By Andrea Beach,
Common Sense Media Reviewer
Common Sense Media Reviewers
Charming story of plucky plain Jane in 1880s Paris.
A Lot or a Little?
What you will—and won't—find in this book.
The backdrop of 1880s Paris includes details about building the Eiffel Tower, early photography, the bohemian Left Bank, and class distinctions. French phrases, easy to understand from the context, are sprinkled throughout. Some aspects of daily life peep through, but aren't a focus.

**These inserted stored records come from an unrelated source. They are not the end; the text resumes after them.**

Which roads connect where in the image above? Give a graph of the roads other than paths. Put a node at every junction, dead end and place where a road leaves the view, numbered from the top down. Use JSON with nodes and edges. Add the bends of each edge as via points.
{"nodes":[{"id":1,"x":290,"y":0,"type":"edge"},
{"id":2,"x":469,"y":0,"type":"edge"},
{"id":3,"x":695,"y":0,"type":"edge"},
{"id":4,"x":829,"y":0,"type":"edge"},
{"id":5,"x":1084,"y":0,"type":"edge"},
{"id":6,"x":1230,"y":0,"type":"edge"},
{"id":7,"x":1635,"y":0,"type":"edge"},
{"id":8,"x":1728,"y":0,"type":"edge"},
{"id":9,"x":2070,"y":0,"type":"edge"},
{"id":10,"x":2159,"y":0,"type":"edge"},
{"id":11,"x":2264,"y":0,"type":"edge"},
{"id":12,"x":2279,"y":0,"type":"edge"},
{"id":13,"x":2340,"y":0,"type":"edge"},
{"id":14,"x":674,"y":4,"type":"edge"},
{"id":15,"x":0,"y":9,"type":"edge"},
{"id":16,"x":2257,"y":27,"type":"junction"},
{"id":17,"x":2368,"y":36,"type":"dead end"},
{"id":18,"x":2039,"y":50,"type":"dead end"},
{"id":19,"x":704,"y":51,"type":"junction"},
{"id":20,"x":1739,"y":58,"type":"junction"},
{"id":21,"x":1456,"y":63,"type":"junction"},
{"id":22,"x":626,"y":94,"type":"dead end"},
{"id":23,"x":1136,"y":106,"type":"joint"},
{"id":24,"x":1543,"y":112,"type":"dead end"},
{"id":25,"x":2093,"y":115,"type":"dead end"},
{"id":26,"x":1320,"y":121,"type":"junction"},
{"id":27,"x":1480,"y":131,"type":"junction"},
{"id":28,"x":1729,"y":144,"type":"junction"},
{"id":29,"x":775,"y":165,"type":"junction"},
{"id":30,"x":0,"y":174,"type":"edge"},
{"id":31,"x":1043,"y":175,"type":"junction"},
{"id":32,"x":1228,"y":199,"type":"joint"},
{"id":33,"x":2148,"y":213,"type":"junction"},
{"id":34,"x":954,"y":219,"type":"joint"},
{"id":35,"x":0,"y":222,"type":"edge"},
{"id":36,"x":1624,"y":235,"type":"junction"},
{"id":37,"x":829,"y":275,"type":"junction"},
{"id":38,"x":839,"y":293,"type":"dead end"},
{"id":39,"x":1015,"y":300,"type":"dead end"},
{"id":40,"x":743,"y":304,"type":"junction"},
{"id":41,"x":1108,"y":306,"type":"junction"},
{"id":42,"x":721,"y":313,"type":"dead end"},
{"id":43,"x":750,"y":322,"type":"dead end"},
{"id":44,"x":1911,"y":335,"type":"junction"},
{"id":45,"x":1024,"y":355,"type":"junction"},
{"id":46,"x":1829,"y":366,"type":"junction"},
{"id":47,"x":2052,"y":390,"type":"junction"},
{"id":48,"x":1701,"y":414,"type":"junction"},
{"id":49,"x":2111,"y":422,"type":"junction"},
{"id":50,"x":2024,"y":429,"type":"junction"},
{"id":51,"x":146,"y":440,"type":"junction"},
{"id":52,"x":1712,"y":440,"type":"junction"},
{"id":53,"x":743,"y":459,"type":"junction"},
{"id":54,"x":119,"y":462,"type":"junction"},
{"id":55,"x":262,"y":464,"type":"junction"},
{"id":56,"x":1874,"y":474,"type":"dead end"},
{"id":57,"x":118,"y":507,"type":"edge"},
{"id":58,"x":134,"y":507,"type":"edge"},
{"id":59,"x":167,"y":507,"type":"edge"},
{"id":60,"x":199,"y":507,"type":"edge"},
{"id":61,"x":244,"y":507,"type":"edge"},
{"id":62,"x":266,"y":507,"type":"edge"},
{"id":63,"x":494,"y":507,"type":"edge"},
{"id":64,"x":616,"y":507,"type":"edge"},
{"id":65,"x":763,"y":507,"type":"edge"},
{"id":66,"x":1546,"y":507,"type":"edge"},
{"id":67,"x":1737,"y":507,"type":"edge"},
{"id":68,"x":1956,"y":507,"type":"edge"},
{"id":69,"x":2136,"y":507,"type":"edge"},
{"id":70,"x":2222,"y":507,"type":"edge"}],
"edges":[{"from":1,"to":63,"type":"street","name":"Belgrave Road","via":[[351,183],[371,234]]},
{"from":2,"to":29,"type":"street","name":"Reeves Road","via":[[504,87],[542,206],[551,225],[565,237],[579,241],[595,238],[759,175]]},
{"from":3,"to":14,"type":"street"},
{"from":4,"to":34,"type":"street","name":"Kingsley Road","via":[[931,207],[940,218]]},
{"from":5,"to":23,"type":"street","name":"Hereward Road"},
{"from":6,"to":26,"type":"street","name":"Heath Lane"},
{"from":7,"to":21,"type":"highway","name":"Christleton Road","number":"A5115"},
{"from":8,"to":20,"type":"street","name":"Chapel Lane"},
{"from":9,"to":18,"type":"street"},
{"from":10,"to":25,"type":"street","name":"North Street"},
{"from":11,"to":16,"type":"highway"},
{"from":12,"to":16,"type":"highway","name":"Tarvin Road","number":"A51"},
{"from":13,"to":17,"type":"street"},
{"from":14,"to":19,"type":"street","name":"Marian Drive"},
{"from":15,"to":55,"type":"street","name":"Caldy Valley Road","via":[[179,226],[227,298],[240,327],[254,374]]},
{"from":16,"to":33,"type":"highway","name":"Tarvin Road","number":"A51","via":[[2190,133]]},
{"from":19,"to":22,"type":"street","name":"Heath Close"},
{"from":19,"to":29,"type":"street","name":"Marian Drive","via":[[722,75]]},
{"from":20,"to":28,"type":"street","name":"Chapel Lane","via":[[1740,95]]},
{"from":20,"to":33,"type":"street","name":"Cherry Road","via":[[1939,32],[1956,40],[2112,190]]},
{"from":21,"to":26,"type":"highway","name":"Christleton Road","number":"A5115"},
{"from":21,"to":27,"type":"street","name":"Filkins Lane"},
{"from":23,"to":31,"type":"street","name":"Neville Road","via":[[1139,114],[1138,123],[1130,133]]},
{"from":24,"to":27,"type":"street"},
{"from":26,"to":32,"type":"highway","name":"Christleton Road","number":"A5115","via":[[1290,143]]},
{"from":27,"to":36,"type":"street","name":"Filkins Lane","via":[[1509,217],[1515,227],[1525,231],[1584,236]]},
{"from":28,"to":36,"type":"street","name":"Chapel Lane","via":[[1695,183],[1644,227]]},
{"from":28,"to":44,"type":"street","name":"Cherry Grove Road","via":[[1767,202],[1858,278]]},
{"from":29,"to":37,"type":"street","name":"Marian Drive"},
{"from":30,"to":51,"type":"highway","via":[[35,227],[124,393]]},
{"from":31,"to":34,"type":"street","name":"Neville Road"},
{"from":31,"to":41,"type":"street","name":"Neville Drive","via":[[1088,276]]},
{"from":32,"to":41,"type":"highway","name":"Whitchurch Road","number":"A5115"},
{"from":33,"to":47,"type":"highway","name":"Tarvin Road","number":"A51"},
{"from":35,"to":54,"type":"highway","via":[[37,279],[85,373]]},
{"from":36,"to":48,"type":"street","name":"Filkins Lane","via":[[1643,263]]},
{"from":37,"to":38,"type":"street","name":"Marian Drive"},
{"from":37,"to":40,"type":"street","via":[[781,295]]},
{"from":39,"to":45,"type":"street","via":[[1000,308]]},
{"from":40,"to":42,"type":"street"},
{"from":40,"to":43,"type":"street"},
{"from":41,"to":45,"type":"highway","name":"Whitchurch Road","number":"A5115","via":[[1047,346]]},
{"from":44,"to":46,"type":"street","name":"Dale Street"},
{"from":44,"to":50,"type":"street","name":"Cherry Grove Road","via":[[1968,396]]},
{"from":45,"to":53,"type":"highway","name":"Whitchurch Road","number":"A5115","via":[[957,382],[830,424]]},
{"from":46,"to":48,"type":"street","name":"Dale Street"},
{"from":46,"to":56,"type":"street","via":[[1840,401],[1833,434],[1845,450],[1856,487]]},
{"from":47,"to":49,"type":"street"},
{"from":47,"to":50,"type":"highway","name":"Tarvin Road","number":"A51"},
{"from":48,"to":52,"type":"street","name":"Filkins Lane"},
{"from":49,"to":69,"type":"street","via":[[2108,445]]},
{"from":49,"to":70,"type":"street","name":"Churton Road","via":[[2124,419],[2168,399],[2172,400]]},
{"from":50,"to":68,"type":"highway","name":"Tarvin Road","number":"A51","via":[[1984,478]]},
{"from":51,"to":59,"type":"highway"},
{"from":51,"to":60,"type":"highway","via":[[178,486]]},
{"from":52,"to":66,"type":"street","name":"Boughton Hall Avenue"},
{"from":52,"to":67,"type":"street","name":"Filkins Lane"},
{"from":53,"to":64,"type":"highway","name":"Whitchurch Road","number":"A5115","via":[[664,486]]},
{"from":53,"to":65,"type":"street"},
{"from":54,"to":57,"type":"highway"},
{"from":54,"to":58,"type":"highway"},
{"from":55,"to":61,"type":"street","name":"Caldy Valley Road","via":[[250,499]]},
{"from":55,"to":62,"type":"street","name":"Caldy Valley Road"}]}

Maude goes from thinking she's unlovable because she's not pretty enough to understanding that beauty is not only in the eye of the beholder but also in the "quality of person you are." She hurts people she cares about and wrestles with her own hypocrisy, but learns from her mistakes, makes amends, and matures in the end.
Positive Role Models
Adults model a wide range of behavior from caring concern to vain self interest, and none is downright evil. Maude is plucky, thoughtful, and learns to follow her dream and put looks aside. Her friend Isabelle is interested in science and education and a good role model for becoming independent and pursuing your own passion, but is not kind to servants. Love interest Paul is a struggling musician who sets Maude straight but drinks too much, at least when he's upset.
Sex, Romance & Nudity
At a museum Maude is embarrassed by a painting of a nude, depicted from behind (Ingres' "Bather"). The painting is analyzed as a work of art and the nude herself is not described. The romance leads to two chaste kisses on the mouth.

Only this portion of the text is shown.